SBL has announced the recent publication of a new book by Raymond Person that looks like a fascinating work. Person's work on orality and transmission has been an important contribution to the field and has compelled many to take more seriously the oral aspects of the ancient world into account in text-critical work, so I look forward to reading this.

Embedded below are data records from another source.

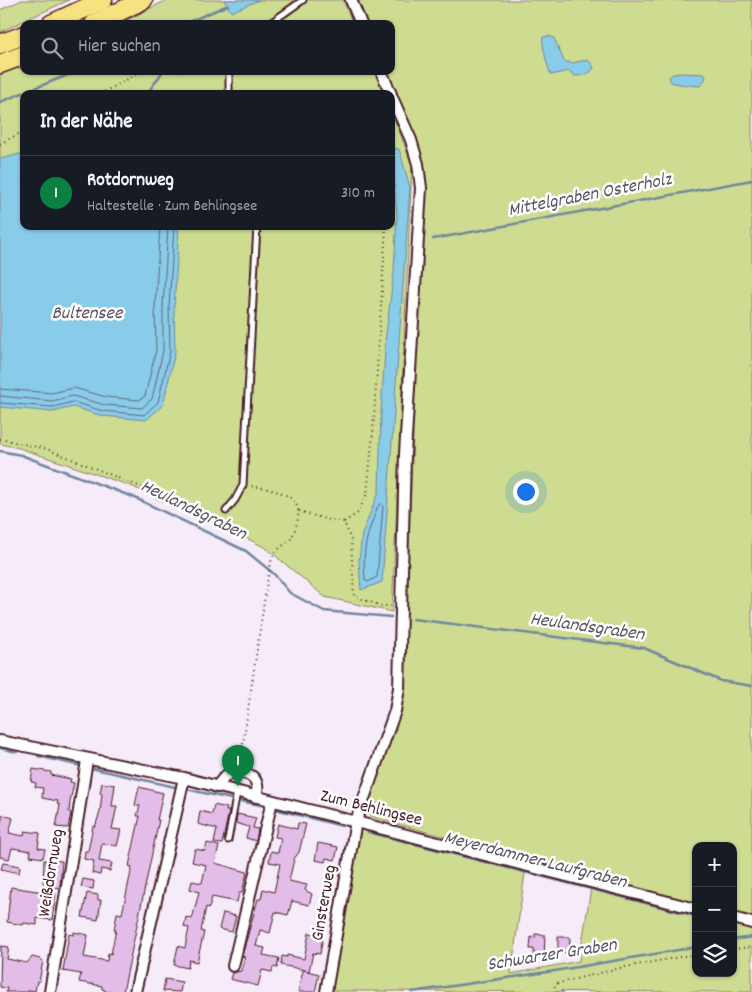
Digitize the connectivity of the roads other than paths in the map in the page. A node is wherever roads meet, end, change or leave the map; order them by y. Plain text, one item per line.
1 (103, 0) edge
2 (143, 0) edge
3 (303, 0) edge
4 (351, 0) edge
5 (60, 20) edge
6 (102, 20) edge
7 (275, 20) edge
8 (359, 20) edge
9 (20, 36) edge
10 (0, 44) edge
11 (20, 56) edge
12 (0, 64) edge
13 (229, 75) edge
14 (383, 75) edge
15 (229, 90) edge
16 (389, 90) edge
17 (395, 103) edge
18 (257, 230) edge
19 (226, 511) road end
20 (0, 741) edge
21 (86, 760) junction
22 (184, 778) junction
23 (216, 787) junction
24 (237, 792) junction
25 (256, 797) junction
26 (272, 801) junction
27 (356, 821) junction
28 (228, 840) dead end
29 (692, 907) edge
30 (737, 919) edge
31 (752, 923) edge
32 (233, 966) dead end
33 (50, 992) edge
34 (136, 992) edge
35 (328, 992) edge

1 - 5 highway
2 - 6 highway
3 - 7 lane
4 - 8 street
9 - 10 highway
11 - 12 highway
13 - 15 lane
14 - 16 street, Ginsterweg
17 - 27 street, Ginsterweg
18 - 19 lane
20 - 21 street, Zum Behlingsee
21 - 22 street, Zum Behlingsee
21 - 33 street, Weißdornweg
22 - 23 street, Zum Behlingsee
22 - 34 street
23 - 24 street, Zum Behlingsee
23 - 25 street
24 - 25 street, Zum Behlingsee
24 - 28 lane
25 - 26 street, Zum Behlingsee
26 - 27 street, Zum Behlingsee
26 - 32 street
27 - 29 street, Zum Behlingsee
27 - 35 street, Ginsterweg
30 - 31 street

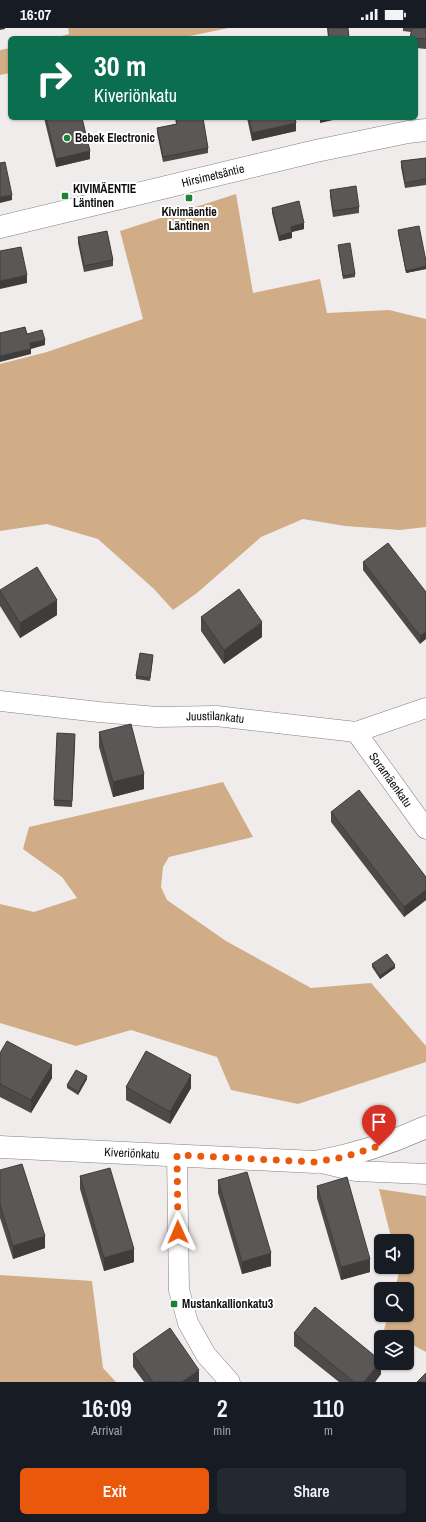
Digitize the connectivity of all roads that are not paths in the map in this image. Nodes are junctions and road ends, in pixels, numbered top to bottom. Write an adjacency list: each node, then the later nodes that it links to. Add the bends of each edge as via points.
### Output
1 (426, 130): 2 (street, Hirsimetsäntie, via 316,151)
2 (0, 227)
3 (0, 701): 5 (street, Juustilankatu, via 157,717 216,716)
4 (426, 708): 5 (street, Juustilankatu)
5 (356, 732): 6 (street, Soramäenkatu)
6 (426, 828)
7 (426, 1127): 10 (street, Kiveriönkatu, via 391,1142 344,1157)
8 (0, 1147): 9 (street, Kiveriönkatu)
9 (177, 1155): 10 (street, Kiveriönkatu); 12 (street, via 179,1290 188,1323 206,1355)
10 (315, 1162): 11 (street, via 356,1171)
11 (426, 1174)
12 (230, 1382)

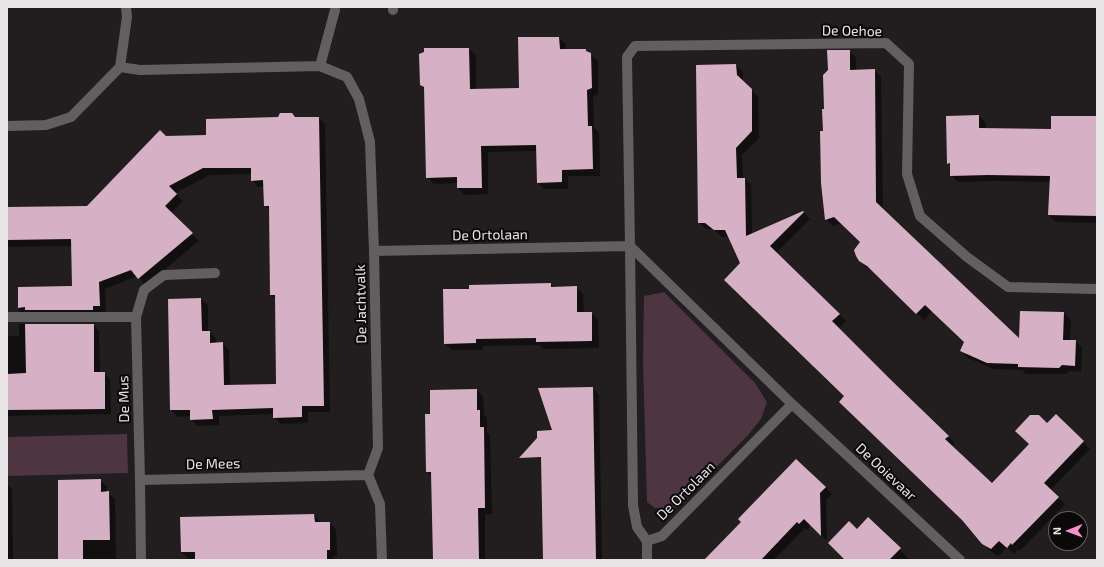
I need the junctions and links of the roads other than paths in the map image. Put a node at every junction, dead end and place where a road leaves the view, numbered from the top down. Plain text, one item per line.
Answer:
1 (126, 7) edge
2 (335, 10) dead end
3 (320, 66) junction
4 (120, 67) junction
5 (7, 126) edge
6 (630, 246) junction
7 (374, 252) junction
8 (214, 273) dead end
9 (1097, 289) edge
10 (136, 316) junction
11 (7, 317) edge
12 (792, 404) junction
13 (368, 474) junction
14 (140, 480) junction
15 (647, 541) junction
16 (141, 560) edge
17 (382, 560) edge
18 (647, 560) edge
19 (960, 560) edge

1 - 4 street
2 - 3 street
3 - 4 street, De Jachtvalk
3 - 7 street, De Jachtvalk
4 - 5 street
6 - 7 street, De Ortolaan
6 - 9 street, De Oehoe
6 - 12 street
6 - 15 street, De Ortolaan
7 - 13 street, De Jachtvalk
8 - 10 street, De Mus
10 - 11 street
10 - 14 street, De Mus
12 - 15 street, De Ortolaan
12 - 19 street, De Ooievaar
13 - 14 street, De Mees
13 - 17 street
14 - 16 street
15 - 18 street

Raymond Person. Scribal Memory and Word Selection: Text Criticism of the Hebrew Bible. (SBL, 2023).
From the website:
A new paradigm for understanding textual variants of the Hebrew Bible
What were ancient scribes doing when they copied a manuscript of a literary work? This question is especially problematic when we realize that ancient scribes preserved different versions of the same literary texts. In Scribal Memory and Word Selection: Text Criticism of the Hebrew Bible, Raymond F. Person Jr. draws from studies of how words are selected in everyday conversation to illustrate that the same word-selection mechanisms were at work in scribal memory. Using examples from manuscripts of the Hebrew Bible, Person provides new ways of understanding the cognitive-linguistic mechanisms at work during the composition/transmission of texts. Person reveals that, while our modern perspective may consider textual variants to be different literary texts, from the perspective of the ancient scribes and their audiences, these variants could still be understood as the same literary text.
Raymond F. Person Jr. is Professor of Religion and Director of Interdisciplinary Studies at Ohio Northern University. He is the author of From Conversation to Oral Tradition: A Simplest Systematics for Oral Traditions (2016) and coeditor of Empirical Models Challenging Biblical Criticism (2016).